Atafras *
Ada guru baru di sekolahku. Guru bidang studi Bahasa Inggris. Pak Edo Gunawan Master Pendidikan. Orangnya sebetulnya gagah dan tampan, tapi menurutku sangat menyebalkan. Rambutnya yang selalu awut-awutan menambah lengkapnya kesan yang tidak menyenangkan bagiku. Mungkin juga bagi kebanyakan teman-temanku.

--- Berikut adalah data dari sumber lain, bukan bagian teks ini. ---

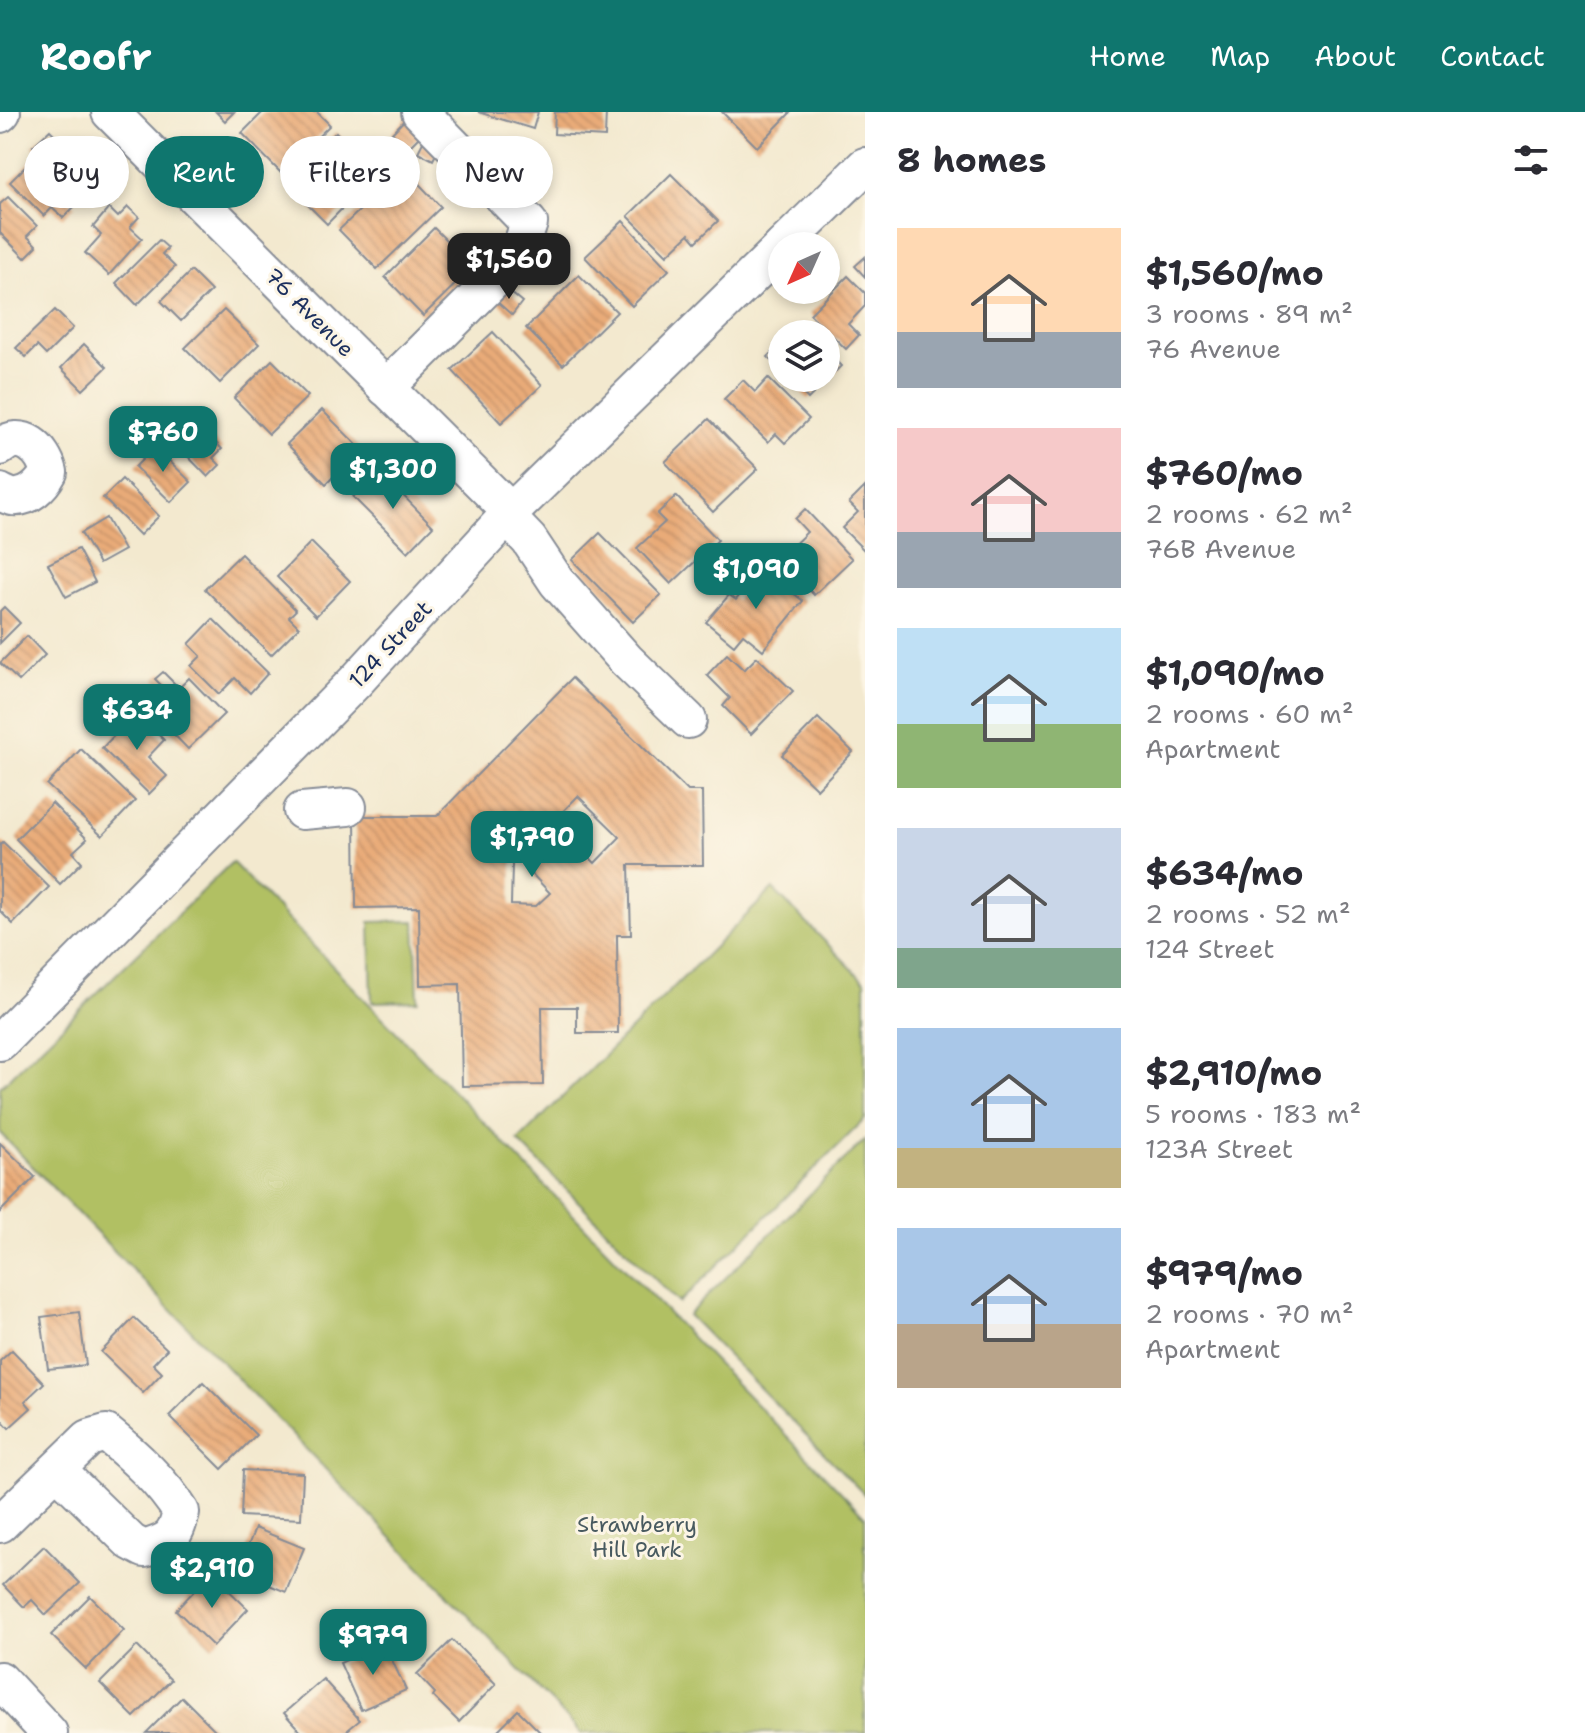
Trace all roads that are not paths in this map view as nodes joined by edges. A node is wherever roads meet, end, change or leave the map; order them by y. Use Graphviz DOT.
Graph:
graph roads {
  1 [pos="110,112"];
  2 [pos="420,112"];
  3 [pos="865,166"];
  4 [pos="798,232"];
  5 [pos="768,262"];
  6 [pos="386,388"];
  7 [pos="0,447"];
  8 [pos="0,492"];
  9 [pos="508,514"];
  10 [pos="688,720"];
  11 [pos="348,807"];
  12 [pos="302,811"];
  13 [pos="0,1042"];
  14 [pos="57,1470"];
  15 [pos="0,1524"];
  16 [pos="0,1680"];
  17 [pos="49,1733"];
  1 -- 6 [label="street, 76 Avenue"];
  2 -- 6 [label="street"];
  3 -- 4 [label="street, 124 Street"];
  5 -- 9 [label="street, 124 Street"];
  6 -- 9 [label="street, 76 Avenue"];
  7 -- 8 [label="street"];
  9 -- 10 [label="street, 76 Avenue"];
  9 -- 13 [label="street, 124 Street"];
  11 -- 12 [label="street"];
  14 -- 15 [label="street"];
  16 -- 17 [label="street"];
}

Setiap ada jadwal pelajaran Bahasa Inggris, perutku selalu mules. Pasalnya karena Pak Edo selalu saja punya alasan untuk menghukumku. Yang lupa bawa buku lah, yang baju tidak kumasukkan lah, atau bahkan tidak bisa menjawab pertanyaan pun, aku terkena hukuman. Macam-macam pula bentuk hukumannya. Kadang skotjam, kadang sit-up, yang sering itu, Stand-up, alias berdiri di depan kelas. Malu? Sangat… Sesekali aku pernah bolos, malas ikut pelajaran malah ngumpet di UKS, pura-pura sakit. Eh….ujung-ujungnya Pak guru menyebalkan itu tahu. Dan esoknya, hukuman yang kurasa lebih berat pun harus kuterima. Asli, lama-lama aku pun menjadi semakin malu, karena selalu saja aku stand-up di depan kelas dan mengikuti pelajaran Pak Edo dengan berdiri. Bayangkan, dua jam pelajaran, alias dua kali empatpuluh menit, alias delapan puluh menit, atau sama dengan satu jam duapuluh menit aku harus berdiri. Uh, betul-betul menyebalkan pak guru yang satu ini. Satu-satunya yang membahagiakanku saat seperti itu adalah bunyi bel penanda pergantian pelajaran. Karena dengan begitu, Pak Edo pasti pindah ke kelas lain, dan aku bisa duduk dengan lega mengikuti pelajaran lain dari guru yang lain. Bagiku, mengikuti pelajaran Bahasa Inggris adalah siksa.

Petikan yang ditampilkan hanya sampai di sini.